Venus is the second planet from the sun and is the closest in size and mass to Earth. Satellite images show large regions of tectonic deformations and volcanic material, indicating the area is seismically and volcanically active. Ideally, to study its subsurface and seismic and volcanic activity, we would deploy seismometers on the surface to measure the ground motions following venusquakes or volcanic eruptions; this will allow us to understand the planet’s past and current geological processes and evolution. However, the extreme conditions at the surface of Venus prevent us from doing that. With temperatures exceeding 400°C (854°F) and a pressure of more than 90 bars (90 times more than on Earth), instruments don’t last long.

One alternative to overcome this challenge is to study Venus’s subsurface and seismic activity using balloon-based acoustic sensors floating in the atmosphere to detect venusquakes from the air. But before doing that, we first need to assess its feasibility. This means we must better understand how seismic energy is transferred to acoustic energy in Venus’s atmosphere and how the acoustic waves propagate through it. In our research, we address the following questions. 1) How efficiently does seismic motion turn to atmospheric acoustic waves across Venus’ surface? 2) how do acoustic waves propagate in Venus’s atmosphere? and 3) what is the frequency range of acoustic waves in Venus’s atmosphere?

Venus’s extreme pressure and temperature correspond to supercritical fluid conditions in the atmosphere’s lowest few kilometers. Supercritical fluids combine gases and fluids’ properties and exhibit nonintuitive behavior, such as high density and compressibility. Therefore, to describe the behavior of such fluids, we need to use an equation of state (EoS) that captures these phenomena. Different EoSs are appropriate for different fluid conditions, but only a limited selection adequately describes supercritical fluids. One of these equations is the Peng-Robinson (PR) EoS. Incorporating the PR-EoS with the fluid dynamics equations allows us to study acoustics propagation in Venus’s atmosphere.
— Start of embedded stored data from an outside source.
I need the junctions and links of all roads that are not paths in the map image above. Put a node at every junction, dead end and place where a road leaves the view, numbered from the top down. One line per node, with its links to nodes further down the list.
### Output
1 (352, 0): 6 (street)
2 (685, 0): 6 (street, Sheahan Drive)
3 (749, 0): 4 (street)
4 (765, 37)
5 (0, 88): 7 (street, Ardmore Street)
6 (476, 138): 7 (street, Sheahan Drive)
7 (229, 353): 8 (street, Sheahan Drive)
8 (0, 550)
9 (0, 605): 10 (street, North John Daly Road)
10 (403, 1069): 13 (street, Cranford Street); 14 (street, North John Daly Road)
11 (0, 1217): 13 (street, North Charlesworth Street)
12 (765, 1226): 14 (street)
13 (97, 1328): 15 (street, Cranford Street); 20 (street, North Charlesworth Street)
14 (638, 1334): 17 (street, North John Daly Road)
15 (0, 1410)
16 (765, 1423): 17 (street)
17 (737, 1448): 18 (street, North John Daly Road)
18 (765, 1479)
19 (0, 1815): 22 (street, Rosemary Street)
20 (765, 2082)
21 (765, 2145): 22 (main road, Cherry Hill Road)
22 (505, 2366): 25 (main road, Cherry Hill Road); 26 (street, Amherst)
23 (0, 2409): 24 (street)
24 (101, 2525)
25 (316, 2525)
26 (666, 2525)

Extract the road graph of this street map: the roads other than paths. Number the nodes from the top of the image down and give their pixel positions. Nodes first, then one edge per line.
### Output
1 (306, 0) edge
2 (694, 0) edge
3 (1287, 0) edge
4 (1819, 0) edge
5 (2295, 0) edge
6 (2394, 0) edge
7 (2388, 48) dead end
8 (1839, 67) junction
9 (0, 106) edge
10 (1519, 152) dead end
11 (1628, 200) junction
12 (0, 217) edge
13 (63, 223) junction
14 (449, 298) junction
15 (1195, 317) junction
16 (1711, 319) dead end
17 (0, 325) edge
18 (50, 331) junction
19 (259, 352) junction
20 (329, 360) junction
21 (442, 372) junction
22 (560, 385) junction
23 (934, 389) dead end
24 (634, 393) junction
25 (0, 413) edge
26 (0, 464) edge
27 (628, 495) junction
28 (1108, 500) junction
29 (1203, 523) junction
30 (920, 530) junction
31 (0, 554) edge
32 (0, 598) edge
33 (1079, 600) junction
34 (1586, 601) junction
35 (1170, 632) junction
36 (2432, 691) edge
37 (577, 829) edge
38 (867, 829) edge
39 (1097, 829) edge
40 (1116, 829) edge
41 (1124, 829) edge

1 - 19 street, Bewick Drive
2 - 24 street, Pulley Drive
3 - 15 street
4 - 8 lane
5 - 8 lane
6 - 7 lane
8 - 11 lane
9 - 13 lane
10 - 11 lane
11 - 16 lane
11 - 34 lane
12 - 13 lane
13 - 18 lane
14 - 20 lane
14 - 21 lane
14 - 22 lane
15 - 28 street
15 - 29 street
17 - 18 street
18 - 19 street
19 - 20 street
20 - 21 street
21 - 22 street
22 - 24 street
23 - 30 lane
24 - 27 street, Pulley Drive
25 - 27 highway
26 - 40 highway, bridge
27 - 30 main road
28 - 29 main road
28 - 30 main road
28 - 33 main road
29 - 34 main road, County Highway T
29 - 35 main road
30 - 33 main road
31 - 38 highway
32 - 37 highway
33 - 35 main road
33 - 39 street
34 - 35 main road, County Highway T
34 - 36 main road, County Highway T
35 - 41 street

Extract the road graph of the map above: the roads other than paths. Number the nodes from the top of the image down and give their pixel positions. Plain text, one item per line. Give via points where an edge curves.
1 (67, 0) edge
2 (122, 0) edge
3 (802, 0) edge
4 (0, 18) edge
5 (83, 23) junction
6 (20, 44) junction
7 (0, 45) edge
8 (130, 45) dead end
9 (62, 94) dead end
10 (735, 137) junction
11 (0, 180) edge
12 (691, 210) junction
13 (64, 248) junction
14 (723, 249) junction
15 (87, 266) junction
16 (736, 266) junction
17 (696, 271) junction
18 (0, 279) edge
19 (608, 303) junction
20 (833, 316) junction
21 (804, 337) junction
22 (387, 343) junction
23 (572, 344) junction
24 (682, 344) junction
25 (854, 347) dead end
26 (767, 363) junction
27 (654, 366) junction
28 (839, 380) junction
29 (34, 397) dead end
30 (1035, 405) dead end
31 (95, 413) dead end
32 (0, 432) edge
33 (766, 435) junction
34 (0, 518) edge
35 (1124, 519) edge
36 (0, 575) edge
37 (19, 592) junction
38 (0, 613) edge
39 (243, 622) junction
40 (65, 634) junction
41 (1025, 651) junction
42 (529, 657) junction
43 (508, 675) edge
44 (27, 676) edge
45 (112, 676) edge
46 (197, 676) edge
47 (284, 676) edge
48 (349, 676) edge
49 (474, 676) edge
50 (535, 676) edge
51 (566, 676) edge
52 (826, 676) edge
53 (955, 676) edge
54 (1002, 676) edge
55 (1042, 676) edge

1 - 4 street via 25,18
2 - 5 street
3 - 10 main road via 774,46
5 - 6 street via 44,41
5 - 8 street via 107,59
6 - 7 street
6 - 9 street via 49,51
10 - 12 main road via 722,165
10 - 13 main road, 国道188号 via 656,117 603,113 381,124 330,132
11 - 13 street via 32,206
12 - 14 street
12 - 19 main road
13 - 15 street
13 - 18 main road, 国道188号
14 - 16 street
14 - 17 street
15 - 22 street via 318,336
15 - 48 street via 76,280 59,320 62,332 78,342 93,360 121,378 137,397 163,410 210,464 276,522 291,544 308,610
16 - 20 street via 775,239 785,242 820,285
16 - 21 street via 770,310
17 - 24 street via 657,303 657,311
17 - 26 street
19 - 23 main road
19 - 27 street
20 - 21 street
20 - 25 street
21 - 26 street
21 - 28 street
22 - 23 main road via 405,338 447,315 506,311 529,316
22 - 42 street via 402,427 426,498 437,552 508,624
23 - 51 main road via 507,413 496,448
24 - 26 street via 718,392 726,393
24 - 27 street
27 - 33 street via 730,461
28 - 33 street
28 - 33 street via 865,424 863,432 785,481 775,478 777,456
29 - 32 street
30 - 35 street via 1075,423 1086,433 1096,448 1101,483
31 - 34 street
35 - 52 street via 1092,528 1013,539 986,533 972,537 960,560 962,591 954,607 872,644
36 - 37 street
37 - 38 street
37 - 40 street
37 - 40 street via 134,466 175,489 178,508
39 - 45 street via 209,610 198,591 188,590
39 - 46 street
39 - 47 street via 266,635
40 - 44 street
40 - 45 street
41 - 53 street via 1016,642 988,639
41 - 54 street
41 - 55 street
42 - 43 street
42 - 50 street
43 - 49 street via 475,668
Our results show that the energy transported across Venus’s surface from seismic sources is two orders of magnitude larger than on Earth, pointing to a better seismic-to-acoustic transmission. This is mainly due to Venus’s denser atmosphere (~68 kg/m3) compared to Earth’s (~1 kg/m3). Using numerical simulations, we show that different seismic waves will be coupled to Venus’s atmosphere at different spatial positions. Therefore, when considering measurements from floating balloons, they will measure different seismic-to-acoustic signals depending on their position. In addition, we show that Venus’s atmosphere allows lower acoustic frequencies than Earth’s. This will be useful in 1) preparing the capabilities of the acoustic instruments used on the balloons, and 2) interpreting future observations.